Thanks a lot for documenting how you’ve done this – I never got around to trying this out myself, but was tempted to try because you made it so easy.
I wanted to take a slightly broader sample – pillow
is amazing, but not everyone does image manipulation; in contrast, requests
ends up being installed almost everywhere, and I also lifted the version restriction. After managing to set up pypinfo
myself (thanks @ofek for the thorough documentation!), I ran
pypinfo --all --days 28 --limit 10000 --json "requests" system distro-version > requests.json
Dropping Upping --limit
was important to actually get all relevant combinations. After some light munging
import json
import pandas as pd
with open("path/to/requests.json", "r") as f:
d = json.load(f)
df = pd.DataFrame(d["rows"])
mac = df.loc[df.system_name == "Darwin"]
# create column for consolidated version
mac = mac.assign(version=mac.distro_version.astype("str"))
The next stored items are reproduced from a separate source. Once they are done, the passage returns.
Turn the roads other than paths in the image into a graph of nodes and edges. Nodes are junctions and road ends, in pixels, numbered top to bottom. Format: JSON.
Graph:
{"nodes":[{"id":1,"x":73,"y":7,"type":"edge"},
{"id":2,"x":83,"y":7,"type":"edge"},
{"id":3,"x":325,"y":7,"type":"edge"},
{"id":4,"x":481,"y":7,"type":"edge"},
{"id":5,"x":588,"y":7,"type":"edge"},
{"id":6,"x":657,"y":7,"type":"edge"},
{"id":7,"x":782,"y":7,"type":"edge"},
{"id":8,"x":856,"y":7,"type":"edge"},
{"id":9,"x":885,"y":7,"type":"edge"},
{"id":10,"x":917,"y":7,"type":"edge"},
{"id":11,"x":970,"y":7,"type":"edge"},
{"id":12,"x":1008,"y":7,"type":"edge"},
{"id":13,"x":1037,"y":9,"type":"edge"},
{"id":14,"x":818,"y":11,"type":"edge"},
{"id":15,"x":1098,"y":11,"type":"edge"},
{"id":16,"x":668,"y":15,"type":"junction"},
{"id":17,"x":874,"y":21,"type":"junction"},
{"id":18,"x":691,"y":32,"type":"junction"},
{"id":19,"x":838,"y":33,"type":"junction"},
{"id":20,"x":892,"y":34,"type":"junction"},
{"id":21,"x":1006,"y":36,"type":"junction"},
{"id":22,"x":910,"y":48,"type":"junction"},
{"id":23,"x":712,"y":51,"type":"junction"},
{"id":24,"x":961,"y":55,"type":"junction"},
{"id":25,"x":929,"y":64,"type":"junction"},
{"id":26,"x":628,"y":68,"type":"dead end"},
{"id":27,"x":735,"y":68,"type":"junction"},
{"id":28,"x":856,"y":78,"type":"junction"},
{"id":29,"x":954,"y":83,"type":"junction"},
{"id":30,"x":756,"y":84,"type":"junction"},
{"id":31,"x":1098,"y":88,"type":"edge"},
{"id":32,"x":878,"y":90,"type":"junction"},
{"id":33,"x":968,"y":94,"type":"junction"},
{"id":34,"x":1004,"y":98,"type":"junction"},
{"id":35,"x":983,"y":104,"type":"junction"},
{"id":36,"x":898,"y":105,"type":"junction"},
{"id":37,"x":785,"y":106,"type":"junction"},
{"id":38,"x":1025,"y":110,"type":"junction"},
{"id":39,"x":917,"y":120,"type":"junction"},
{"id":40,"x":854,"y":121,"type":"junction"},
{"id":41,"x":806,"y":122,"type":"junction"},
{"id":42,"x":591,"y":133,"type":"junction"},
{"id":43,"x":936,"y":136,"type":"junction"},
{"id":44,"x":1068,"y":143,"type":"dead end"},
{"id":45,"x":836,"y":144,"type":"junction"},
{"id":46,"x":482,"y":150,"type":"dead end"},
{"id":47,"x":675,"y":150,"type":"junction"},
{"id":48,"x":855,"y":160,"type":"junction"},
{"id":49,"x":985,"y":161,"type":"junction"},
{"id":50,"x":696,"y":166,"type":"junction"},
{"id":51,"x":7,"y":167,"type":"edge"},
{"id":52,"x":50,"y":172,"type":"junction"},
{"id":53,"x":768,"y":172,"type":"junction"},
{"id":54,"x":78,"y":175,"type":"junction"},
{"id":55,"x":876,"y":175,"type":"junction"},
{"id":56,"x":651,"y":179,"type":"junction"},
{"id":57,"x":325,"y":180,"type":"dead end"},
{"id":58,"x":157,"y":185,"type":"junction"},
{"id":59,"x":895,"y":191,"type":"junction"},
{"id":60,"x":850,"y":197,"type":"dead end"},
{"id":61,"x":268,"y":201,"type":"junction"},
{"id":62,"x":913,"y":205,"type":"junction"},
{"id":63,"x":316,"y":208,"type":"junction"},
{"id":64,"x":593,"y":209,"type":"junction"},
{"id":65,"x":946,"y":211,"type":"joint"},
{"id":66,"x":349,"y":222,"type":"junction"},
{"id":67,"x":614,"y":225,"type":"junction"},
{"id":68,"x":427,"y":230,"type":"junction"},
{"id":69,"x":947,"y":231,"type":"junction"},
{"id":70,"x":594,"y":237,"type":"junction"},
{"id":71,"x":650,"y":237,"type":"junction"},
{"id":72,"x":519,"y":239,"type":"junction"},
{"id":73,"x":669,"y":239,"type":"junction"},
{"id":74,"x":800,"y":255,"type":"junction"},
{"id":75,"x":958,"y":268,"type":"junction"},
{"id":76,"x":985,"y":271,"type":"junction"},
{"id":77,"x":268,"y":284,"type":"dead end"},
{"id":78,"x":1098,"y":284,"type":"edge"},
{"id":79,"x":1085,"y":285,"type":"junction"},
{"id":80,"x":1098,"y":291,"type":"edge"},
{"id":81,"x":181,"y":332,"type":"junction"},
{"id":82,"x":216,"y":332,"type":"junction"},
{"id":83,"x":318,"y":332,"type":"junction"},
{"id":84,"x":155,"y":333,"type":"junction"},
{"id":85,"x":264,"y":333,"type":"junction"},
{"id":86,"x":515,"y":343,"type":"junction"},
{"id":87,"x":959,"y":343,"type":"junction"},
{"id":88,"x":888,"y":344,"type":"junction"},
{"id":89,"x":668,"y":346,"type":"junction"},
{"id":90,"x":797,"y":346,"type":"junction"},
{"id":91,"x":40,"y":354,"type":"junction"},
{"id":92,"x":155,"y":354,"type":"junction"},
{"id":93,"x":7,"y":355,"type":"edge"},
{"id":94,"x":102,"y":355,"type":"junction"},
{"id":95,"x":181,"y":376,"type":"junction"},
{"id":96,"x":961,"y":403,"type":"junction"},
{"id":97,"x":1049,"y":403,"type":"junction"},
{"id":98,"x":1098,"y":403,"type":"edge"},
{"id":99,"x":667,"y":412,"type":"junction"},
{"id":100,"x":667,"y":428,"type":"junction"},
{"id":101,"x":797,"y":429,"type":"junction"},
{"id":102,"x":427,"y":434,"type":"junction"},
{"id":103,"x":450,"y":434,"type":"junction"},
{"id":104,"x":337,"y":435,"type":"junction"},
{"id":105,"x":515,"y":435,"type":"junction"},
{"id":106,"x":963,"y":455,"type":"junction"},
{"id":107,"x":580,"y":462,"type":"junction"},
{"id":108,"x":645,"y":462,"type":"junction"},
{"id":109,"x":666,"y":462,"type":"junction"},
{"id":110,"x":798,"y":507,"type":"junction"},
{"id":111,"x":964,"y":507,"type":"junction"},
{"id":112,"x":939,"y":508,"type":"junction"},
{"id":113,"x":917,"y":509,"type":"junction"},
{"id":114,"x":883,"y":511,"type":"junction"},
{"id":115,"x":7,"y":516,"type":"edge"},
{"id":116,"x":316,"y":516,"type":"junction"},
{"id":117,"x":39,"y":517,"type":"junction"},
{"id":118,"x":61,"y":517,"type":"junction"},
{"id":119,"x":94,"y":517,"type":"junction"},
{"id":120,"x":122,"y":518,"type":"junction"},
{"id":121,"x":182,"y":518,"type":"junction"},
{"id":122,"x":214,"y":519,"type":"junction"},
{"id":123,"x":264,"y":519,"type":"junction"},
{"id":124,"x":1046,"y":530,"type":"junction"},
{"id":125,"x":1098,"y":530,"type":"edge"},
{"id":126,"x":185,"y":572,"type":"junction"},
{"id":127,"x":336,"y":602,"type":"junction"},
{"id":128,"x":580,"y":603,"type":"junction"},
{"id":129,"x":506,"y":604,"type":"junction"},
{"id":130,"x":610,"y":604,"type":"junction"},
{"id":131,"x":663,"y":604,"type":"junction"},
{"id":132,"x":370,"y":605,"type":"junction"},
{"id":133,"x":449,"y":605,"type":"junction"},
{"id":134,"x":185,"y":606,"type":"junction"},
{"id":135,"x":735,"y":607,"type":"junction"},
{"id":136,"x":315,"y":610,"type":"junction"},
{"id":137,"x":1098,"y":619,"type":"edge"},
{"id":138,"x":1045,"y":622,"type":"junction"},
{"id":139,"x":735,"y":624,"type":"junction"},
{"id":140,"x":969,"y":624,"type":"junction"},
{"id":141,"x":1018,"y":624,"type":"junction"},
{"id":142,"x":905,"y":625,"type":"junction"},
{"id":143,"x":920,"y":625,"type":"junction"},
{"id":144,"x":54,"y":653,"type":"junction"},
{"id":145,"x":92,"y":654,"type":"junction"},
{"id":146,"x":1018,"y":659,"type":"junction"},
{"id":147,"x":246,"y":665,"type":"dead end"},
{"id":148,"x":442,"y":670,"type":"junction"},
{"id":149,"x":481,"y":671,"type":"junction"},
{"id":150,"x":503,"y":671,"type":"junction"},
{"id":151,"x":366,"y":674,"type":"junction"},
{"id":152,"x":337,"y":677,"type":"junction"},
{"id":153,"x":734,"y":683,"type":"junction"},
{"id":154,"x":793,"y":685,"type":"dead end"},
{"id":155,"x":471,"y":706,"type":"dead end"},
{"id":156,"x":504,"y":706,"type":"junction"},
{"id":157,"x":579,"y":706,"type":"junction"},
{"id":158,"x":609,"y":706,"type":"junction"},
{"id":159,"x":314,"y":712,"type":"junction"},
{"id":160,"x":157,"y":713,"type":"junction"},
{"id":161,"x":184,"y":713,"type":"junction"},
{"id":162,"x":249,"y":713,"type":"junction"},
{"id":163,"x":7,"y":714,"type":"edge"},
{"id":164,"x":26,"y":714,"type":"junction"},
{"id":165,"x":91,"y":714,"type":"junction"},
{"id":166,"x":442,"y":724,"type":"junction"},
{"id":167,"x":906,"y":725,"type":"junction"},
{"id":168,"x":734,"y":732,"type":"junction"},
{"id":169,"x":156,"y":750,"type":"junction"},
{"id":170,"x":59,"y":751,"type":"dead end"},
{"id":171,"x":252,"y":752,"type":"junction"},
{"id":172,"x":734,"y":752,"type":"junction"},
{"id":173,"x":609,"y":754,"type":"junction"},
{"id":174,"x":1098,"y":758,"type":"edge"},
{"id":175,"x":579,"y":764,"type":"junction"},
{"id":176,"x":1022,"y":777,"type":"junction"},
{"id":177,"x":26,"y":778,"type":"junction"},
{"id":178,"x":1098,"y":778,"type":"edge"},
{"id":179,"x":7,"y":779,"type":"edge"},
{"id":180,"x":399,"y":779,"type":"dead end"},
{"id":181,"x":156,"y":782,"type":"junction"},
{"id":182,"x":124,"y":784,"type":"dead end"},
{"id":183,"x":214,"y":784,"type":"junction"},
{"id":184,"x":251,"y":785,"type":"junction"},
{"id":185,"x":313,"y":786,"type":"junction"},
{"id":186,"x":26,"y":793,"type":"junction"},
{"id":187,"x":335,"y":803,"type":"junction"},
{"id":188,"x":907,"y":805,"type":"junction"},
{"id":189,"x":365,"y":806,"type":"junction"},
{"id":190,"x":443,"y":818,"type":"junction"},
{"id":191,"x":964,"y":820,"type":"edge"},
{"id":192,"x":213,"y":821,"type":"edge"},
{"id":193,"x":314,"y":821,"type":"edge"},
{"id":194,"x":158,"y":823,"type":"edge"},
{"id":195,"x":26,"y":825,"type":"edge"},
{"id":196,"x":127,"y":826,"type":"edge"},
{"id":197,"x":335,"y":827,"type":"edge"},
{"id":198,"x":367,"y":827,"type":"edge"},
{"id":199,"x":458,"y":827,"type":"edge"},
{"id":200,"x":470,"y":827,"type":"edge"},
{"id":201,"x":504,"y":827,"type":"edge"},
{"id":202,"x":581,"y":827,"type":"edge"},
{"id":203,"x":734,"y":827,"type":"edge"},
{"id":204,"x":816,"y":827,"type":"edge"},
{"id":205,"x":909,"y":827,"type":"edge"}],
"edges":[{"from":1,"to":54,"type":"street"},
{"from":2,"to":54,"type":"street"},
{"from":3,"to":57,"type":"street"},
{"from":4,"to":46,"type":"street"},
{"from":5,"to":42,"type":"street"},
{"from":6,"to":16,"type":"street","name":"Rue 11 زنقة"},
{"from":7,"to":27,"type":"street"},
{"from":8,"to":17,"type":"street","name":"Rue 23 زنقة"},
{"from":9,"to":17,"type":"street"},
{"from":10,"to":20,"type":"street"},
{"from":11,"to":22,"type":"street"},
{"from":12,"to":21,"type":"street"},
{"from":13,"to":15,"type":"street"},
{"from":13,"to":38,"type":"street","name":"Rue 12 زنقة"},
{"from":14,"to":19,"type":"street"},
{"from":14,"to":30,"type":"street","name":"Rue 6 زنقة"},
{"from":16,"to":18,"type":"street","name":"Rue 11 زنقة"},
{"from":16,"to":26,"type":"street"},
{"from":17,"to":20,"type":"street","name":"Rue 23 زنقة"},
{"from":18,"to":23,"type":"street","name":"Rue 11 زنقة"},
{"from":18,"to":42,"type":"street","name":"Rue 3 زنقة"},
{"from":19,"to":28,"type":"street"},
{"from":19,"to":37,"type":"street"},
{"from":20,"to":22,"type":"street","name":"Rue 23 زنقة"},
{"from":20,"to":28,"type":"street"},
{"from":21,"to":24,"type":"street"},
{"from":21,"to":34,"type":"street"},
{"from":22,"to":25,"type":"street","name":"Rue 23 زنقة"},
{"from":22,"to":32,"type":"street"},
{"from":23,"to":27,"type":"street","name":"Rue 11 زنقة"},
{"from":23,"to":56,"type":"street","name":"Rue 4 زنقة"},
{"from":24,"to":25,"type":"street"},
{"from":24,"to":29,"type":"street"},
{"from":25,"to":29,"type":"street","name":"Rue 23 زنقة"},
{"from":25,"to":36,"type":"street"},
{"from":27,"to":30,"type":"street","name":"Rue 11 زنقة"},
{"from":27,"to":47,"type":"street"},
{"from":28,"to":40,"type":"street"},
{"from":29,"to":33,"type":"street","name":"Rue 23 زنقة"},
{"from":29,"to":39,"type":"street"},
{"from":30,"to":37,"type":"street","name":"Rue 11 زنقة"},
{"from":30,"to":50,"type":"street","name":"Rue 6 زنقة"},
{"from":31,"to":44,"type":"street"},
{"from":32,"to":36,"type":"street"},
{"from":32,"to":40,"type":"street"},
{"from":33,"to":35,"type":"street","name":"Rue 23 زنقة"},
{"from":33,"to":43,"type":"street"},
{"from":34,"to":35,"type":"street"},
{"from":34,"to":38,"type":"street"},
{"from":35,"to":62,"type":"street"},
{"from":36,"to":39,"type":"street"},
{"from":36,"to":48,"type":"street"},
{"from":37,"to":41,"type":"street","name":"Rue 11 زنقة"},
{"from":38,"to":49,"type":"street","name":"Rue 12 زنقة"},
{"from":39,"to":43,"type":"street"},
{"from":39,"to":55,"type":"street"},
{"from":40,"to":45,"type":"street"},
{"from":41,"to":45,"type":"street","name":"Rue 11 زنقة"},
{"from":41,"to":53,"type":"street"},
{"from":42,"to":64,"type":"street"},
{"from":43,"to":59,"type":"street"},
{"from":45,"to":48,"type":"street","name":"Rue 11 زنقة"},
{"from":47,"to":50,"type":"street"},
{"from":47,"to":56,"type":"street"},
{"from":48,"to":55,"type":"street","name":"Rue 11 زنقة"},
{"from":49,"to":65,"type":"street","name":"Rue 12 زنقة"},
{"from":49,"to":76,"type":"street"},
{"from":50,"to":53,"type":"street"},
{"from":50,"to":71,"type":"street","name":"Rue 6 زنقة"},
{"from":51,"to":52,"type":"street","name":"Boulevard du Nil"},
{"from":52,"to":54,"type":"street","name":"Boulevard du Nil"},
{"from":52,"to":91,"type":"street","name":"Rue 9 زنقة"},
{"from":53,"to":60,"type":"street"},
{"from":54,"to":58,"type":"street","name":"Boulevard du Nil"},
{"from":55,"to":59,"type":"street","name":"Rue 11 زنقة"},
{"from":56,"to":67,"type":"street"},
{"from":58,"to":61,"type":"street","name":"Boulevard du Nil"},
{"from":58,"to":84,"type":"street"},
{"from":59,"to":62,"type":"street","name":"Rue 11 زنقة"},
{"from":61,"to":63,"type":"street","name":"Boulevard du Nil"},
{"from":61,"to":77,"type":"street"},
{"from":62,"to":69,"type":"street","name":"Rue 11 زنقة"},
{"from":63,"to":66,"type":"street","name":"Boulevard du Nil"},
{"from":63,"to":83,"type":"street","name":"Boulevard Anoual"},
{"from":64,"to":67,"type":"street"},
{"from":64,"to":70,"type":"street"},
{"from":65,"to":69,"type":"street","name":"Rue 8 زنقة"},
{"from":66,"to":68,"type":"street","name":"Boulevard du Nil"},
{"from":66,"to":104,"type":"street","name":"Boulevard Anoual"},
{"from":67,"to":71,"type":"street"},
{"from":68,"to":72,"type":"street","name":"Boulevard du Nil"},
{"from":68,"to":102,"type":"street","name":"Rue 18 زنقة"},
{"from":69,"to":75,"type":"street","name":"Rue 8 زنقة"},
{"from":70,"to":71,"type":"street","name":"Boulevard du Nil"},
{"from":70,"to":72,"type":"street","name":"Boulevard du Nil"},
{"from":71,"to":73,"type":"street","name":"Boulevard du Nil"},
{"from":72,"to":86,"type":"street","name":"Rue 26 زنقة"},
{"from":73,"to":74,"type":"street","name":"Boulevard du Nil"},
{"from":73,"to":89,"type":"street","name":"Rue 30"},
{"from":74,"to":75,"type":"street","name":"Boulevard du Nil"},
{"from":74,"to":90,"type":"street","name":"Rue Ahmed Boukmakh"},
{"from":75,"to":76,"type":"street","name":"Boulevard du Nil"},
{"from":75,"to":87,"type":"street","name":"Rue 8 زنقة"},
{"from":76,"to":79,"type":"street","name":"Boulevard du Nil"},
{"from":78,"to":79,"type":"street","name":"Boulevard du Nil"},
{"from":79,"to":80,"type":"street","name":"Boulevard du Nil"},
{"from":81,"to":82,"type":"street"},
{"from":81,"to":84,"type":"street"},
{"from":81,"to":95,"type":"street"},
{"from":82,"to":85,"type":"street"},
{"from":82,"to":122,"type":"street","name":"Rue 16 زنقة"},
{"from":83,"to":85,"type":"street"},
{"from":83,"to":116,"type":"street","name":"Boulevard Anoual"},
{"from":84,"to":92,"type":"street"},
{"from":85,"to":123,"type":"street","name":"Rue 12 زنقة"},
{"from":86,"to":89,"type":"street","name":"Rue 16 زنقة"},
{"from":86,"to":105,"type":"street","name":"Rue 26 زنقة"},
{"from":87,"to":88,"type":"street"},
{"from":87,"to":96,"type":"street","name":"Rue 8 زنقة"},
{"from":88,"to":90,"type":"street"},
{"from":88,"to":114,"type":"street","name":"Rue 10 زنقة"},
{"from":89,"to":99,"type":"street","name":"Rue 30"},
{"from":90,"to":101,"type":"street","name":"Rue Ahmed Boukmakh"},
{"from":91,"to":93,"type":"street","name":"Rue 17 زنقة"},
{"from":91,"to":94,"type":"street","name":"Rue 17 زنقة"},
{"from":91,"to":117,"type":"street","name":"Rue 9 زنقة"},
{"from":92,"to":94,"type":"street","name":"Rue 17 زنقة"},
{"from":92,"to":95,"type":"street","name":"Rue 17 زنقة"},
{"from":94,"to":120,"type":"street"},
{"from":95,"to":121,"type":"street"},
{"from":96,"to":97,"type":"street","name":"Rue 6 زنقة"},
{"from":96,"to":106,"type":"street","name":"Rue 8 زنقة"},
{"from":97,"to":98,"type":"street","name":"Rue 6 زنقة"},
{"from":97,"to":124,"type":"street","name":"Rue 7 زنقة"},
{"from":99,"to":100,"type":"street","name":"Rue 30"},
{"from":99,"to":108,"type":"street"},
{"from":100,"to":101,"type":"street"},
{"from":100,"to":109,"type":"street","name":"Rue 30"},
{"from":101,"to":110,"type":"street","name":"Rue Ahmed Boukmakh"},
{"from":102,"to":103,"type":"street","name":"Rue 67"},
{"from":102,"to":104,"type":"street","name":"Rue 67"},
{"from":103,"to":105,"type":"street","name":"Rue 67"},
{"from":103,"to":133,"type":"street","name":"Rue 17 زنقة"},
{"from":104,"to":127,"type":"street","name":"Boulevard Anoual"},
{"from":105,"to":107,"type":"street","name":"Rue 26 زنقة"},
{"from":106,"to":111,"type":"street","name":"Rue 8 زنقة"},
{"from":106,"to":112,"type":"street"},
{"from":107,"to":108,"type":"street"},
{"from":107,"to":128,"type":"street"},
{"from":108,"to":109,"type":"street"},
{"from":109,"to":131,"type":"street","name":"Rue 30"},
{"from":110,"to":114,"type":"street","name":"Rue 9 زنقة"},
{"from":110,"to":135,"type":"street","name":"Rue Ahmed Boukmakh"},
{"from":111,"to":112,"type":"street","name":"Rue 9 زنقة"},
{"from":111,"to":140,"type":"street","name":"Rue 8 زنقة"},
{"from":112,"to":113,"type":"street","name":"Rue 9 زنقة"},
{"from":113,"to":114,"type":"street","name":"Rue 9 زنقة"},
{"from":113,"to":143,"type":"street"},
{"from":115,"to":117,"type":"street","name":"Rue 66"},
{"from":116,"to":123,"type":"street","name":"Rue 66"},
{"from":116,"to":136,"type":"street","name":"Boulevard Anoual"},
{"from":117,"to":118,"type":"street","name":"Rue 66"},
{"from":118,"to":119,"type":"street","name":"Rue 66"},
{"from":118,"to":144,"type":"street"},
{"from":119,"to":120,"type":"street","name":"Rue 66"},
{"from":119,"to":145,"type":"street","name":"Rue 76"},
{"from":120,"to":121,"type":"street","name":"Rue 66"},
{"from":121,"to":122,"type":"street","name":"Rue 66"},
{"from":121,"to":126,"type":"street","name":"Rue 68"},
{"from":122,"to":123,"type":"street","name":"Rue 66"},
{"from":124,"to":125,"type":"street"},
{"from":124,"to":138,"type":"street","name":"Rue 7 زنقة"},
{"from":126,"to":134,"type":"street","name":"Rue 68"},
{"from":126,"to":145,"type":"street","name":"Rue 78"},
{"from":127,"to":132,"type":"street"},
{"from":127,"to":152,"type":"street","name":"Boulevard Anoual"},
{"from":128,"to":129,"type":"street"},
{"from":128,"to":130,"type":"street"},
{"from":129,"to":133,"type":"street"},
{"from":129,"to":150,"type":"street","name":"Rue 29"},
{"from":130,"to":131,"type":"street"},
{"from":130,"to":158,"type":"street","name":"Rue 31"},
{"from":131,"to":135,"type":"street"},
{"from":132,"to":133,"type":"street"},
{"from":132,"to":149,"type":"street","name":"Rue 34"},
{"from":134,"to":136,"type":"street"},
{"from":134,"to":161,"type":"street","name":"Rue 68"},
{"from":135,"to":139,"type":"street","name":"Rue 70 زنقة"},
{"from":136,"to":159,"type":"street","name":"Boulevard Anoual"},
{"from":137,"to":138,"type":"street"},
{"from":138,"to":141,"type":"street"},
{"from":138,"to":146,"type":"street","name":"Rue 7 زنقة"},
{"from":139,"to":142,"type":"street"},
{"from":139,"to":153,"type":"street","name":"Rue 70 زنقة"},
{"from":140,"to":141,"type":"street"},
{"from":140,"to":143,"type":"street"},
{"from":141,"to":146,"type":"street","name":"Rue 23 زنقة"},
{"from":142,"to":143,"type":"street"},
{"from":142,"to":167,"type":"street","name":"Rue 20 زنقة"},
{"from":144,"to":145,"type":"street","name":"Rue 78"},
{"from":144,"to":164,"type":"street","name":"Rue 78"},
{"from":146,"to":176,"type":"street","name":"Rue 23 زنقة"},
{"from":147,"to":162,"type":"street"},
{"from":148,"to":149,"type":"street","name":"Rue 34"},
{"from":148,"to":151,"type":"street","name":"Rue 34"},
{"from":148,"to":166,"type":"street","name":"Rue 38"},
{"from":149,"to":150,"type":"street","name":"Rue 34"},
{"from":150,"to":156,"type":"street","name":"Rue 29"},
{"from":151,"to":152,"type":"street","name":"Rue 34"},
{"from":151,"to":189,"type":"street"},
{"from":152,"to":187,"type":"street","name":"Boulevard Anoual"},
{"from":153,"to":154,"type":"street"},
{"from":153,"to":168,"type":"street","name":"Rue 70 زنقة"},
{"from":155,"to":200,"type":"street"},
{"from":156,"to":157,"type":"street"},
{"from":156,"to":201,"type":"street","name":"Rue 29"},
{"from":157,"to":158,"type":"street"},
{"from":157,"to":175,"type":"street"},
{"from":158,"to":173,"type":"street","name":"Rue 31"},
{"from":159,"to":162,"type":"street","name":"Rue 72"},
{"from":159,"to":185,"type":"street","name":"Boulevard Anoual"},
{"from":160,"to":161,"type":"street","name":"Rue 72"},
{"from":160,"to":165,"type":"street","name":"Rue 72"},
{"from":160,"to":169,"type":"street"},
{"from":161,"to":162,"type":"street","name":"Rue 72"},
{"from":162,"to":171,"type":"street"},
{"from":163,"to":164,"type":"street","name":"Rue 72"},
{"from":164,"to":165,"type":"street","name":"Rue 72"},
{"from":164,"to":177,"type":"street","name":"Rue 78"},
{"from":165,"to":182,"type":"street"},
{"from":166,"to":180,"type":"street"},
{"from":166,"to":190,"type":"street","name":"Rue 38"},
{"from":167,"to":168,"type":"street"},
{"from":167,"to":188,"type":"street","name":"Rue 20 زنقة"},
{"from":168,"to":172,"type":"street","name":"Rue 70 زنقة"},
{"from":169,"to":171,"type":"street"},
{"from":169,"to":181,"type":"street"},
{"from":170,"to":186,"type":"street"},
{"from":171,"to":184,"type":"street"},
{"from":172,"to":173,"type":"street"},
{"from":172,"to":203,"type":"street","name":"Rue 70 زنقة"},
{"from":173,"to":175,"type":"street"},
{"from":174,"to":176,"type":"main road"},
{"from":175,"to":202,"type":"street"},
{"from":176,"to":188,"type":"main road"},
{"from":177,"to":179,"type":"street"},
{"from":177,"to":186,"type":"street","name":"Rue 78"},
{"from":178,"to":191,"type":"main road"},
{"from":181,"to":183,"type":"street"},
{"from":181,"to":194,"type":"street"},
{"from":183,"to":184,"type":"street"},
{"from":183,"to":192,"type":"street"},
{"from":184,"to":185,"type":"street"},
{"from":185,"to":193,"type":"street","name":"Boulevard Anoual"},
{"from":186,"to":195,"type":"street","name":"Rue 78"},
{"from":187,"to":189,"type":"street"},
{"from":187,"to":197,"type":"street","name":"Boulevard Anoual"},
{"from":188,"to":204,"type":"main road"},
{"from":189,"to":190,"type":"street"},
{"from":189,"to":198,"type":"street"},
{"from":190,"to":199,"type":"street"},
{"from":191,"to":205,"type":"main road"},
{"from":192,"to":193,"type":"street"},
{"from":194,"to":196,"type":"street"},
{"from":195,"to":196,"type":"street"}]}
# remove minor/patch versions from macos 1x.y.z, x!=0
mac.version = mac.version.str.replace(r"^(1[^0])(\.\d+)*", r"\1", regex=True)
# remove patch versions from macos 10.x.y
mac.version = mac.version.str.replace(r"^(10\.\d+)(\.\d+)*", r"\1", regex=True)
mac.groupby("version").sum("download_count")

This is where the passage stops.